## Problem requirements
Repeat only the lines below from the one containing "pinky tip: (527, 511)" through the one containing "pinky pip: (862, 377)", inclusive, exactly as written.

## Source information
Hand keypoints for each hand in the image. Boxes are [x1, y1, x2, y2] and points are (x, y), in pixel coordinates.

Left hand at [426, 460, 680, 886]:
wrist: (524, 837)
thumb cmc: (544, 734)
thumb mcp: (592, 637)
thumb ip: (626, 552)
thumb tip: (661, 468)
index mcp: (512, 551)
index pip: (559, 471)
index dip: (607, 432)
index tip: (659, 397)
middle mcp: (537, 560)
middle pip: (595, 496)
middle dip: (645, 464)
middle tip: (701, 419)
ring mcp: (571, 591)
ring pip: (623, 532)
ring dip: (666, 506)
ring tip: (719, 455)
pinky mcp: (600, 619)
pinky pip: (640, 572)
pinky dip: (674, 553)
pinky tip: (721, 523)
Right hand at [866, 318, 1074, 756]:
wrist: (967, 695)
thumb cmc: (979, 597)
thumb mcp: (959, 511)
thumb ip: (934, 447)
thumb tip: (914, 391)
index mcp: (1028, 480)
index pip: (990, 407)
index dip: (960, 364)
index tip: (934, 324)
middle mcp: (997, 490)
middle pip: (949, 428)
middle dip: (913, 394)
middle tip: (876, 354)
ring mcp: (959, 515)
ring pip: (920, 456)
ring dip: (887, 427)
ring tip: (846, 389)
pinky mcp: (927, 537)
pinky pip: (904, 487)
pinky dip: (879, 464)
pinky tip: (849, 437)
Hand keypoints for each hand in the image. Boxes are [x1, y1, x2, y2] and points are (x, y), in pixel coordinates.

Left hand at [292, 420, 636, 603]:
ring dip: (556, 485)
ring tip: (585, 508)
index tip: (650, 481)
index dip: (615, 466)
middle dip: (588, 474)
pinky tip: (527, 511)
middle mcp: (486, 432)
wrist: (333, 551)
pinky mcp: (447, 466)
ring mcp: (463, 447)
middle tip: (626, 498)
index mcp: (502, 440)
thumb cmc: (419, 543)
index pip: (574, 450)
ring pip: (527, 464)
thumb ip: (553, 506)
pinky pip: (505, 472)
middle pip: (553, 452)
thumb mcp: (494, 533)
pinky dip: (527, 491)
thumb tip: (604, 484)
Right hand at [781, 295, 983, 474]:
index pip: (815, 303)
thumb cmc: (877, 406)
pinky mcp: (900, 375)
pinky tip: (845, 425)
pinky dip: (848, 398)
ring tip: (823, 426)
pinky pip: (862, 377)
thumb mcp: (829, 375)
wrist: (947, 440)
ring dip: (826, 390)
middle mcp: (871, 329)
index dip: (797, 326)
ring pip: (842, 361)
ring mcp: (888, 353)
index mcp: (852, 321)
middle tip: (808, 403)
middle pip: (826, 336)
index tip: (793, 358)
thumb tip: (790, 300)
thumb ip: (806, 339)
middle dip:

## Expected output
pinky tip: (527, 511)
middle mcp: (486, 432)
wrist: (333, 551)
pinky mcp: (447, 466)
ring mcp: (463, 447)
middle tip: (626, 498)
index mcp: (502, 440)
thumb cmc: (419, 543)
index pip: (574, 450)
ring pip: (527, 464)
thumb ip: (553, 506)
pinky pip: (505, 472)
middle pip: (553, 452)
thumb mcp: (494, 533)
pinky dip: (527, 491)
thumb tip: (604, 484)
Right hand at [781, 295, 983, 474]:
index pip: (815, 303)
thumb cmc: (877, 406)
pinky mcp: (900, 375)
pinky tip: (845, 425)
pinky dip: (848, 398)
ring tip: (823, 426)
pinky pip: (862, 377)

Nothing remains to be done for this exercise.